One of the most powerful features of the MinIO CLI is its ability to load data directory from your workstation into the bucket, rather than having to use the MinIO UI. It is also significantly faster than using the UI interface.

The next example will load data into the bucket that was just created. The directory that we will be using to load data from is called /sampledata and found in the root directory of the watsonx.data server.

ls /sampledata/csv
gosales  ontime  taxi

Next we will load the data from each one of these directories into the sampledata bucket. The mc command allows you to select which files to place into a bucket, or an entire directory with recursion. In this case we are loading all three directories the files into the bucket. Note the use of the / at the end of the directory name to prevent the directory name csv from being used as the high-level directory name in the target bucket.

mc cp --recursive /sampledata/csv/ watsonxdata/sampledata/
...data/csv/taxi/taxi.csv: 306.16 MiB / 306.16 MiB ━━━━━━━━━━━━━━━━━━ 147.91 MiB/s 2s

We can double-check that our files are there with the --files option:

mc tree --files watsonxdata/sampledata/
watsonxdata/sampledata/
├─ gosales
│  ├─ DIST_INVENTORY_FACT.csv
│  ├─ DIST_PRODUCT_FORECAST_FACT.csv
│  ├─ DIST_RETURNED_ITEMS_FACT.csv
│  ├─ DIST_RETURN_REASON_DIM.csv
....
│  ├─ EMP_EMPLOYEE_DIM.csv
│  ├─ SLS_SALES_TARG_FACT.csv
│  ├─ gosales_createtable.sql
│  └─ gosales_load_postgres.sql
├─ ontime
│  ├─ aircraft.csv
│  ├─ airline_id.csv
│  ├─ airport_id.csv
│  ├─ cancellation.csv
│  └─ ontime.csv
└─ taxi
   └─ taxi.csv

Delete a File or Bucket

Use the rb (Remove bucket) command to remove a bucket and its contents. You can remove individual objects by using the rm (Remove) command by fully qualifying the object. The next command will remove the ontime.csv file from the ontime folder.

mc rm watsonxdata/sampledata/ontime/ontime.csv
Removed `watsonxdata/sampledata/ontime/ontime.csv`.

The delete bucket command will fail if you still have data in the bucket.

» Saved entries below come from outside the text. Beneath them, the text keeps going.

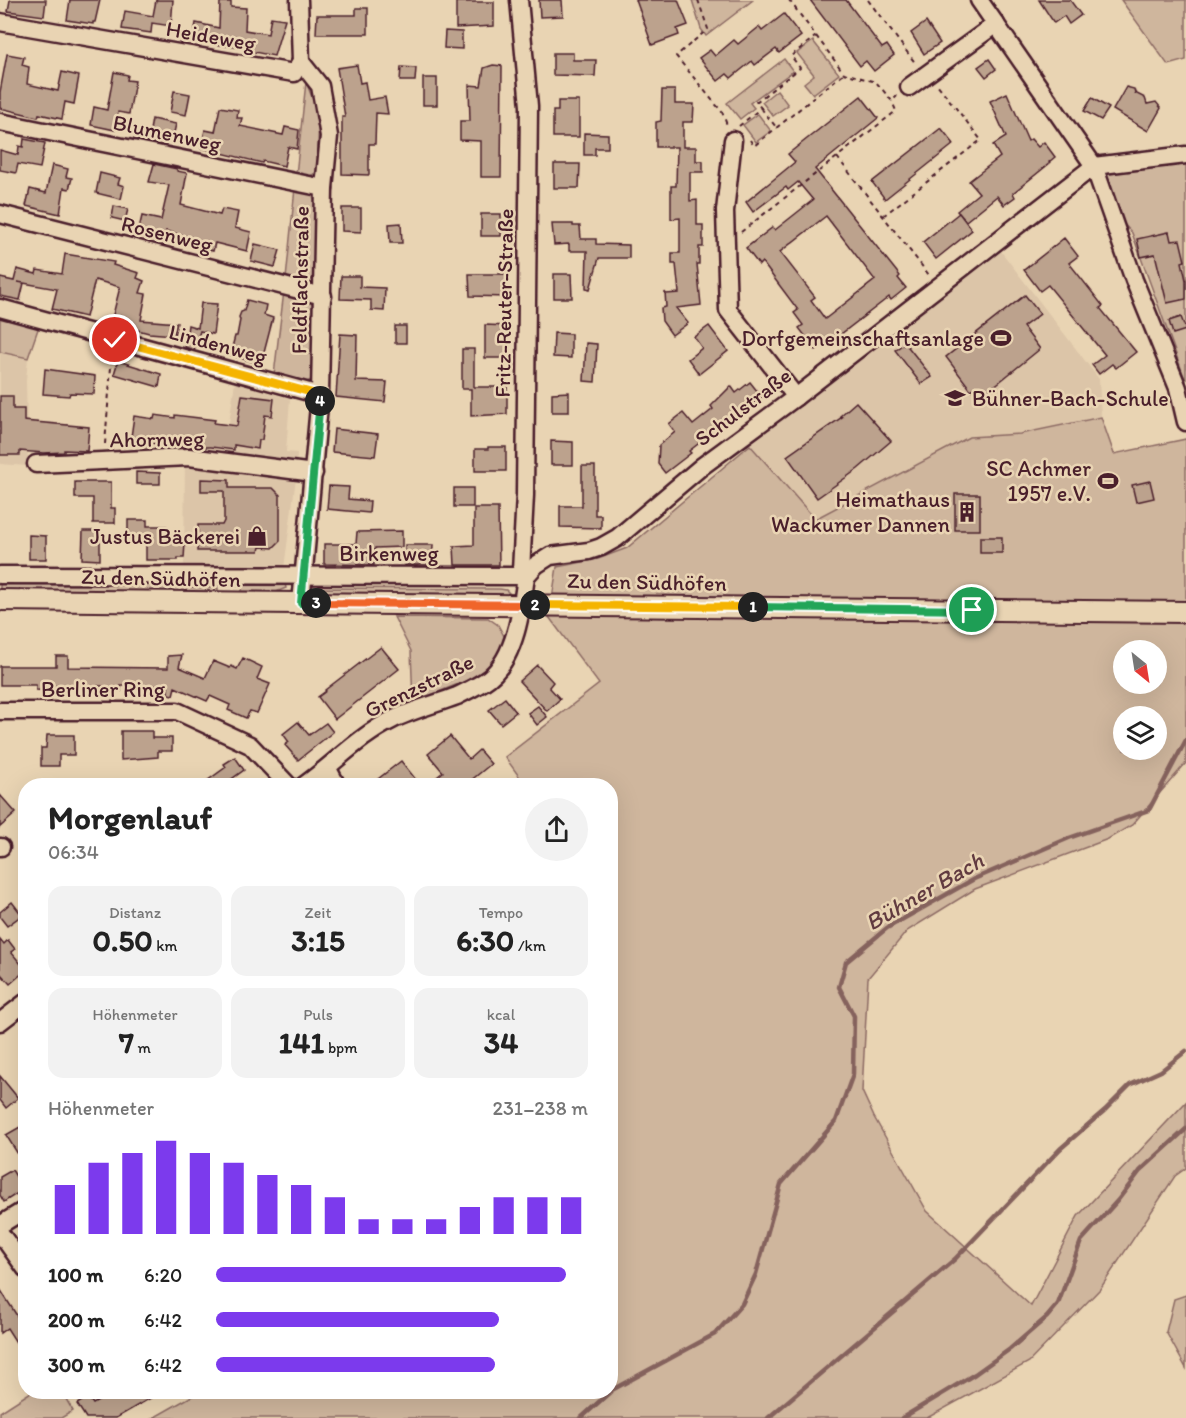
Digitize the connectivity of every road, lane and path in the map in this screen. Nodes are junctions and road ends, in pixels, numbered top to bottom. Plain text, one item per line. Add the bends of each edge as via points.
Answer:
1 (299, 0) edge
2 (519, 0) edge
3 (698, 0) edge
4 (789, 0) edge
5 (868, 0) edge
6 (979, 0) edge
7 (0, 22) edge
8 (996, 24) junction
9 (816, 36) junction
10 (301, 62) junction
11 (844, 73) junction
12 (925, 76) junction
13 (909, 87) joint
14 (892, 101) junction
15 (761, 108) junction
16 (0, 122) edge
17 (777, 128) junction
18 (742, 137) junction
19 (1186, 155) edge
20 (837, 157) junction
21 (1094, 166) junction
22 (324, 188) junction
23 (0, 214) edge
24 (883, 216) junction
25 (726, 243) junction
26 (938, 286) junction
27 (323, 296) junction
28 (0, 308) edge
29 (115, 340) junction
30 (320, 395) junction
31 (796, 397) junction
32 (1186, 422) edge
33 (105, 462) junction
34 (36, 464) dead end
35 (314, 473) junction
36 (0, 575) edge
37 (303, 575) junction
38 (526, 576) junction
39 (0, 600) edge
40 (301, 603) junction
41 (522, 604) junction
42 (1186, 612) edge
43 (0, 711) edge
44 (328, 768) junction
45 (282, 778) edge
46 (314, 778) edge
47 (333, 778) edge
48 (18, 1008) edge
49 (0, 1022) edge
50 (18, 1214) edge
51 (0, 1225) edge
52 (0, 1233) edge
53 (18, 1258) edge

1 - 10 street
2 - 38 street, Fritz-Reuter-Straße via 529,106 521,571
3 - 18 path via 708,29 676,56
4 - 9 path
5 - 12 path
6 - 8 street
7 - 10 street, Heideweg via 294,73
8 - 12 street
8 - 21 street
9 - 11 path
9 - 15 path via 791,56 800,68 756,102
10 - 22 street, Feldflachstraße via 320,86 329,136
11 - 14 path via 876,82
11 - 17 path
12 - 13 street
12 - 24 path via 936,83 981,140
13 - 14 path
14 - 20 path via 896,111
15 - 17 path
15 - 18 path via 738,124
16 - 22 street, Blumenweg
17 - 18 path via 754,146
18 - 25 street via 725,211
19 - 21 street
20 - 24 path
20 - 25 path
21 - 26 street, Schulstraße
21 - 32 street via 1178,388
22 - 27 street, Feldflachstraße
23 - 27 street, Rosenweg
24 - 26 path
25 - 31 street via 728,310
26 - 31 street, Schulstraße
27 - 30 street, Feldflachstraße
28 - 29 street, Lindenweg
29 - 30 street, Lindenweg
29 - 33 path
30 - 35 street, Feldflachstraße
31 - 38 street, Schulstraße via 701,467 617,538 601,548 550,556
33 - 34 street, Ahornweg
33 - 35 street, Ahornweg via 189,458
35 - 37 street, Feldflachstraße
36 - 37 street, Birkenweg
37 - 38 street, Birkenweg
37 - 40 street, Feldflachstraße
38 - 41 street, Fritz-Reuter-Straße
39 - 40 street, Zu den Südhöfen
40 - 41 street, Zu den Südhöfen
41 - 42 street, Zu den Südhöfen
41 - 44 street, Grenzstraße via 509,652 490,677 459,695 392,720 360,740
43 - 45 street, Berliner Ring via 177,711 250,745
44 - 46 street, Grenzstraße
44 - 47 street
48 - 49 street
50 - 51 street
52 - 53 street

mc rb watsonxdata/sampledata
mc:  `watsonxdata/sampledata` is not empty. 
Retry this command with ‘--force’ flag if you want to remove 
`watsonxdata/sampledata` and all its contents 

Adding the --force option will remove the bucket and all the data in it. Use with caution!

mc rb --force watsonxdata/sampledata
Removed `watsonxdata/sampledata` successfully.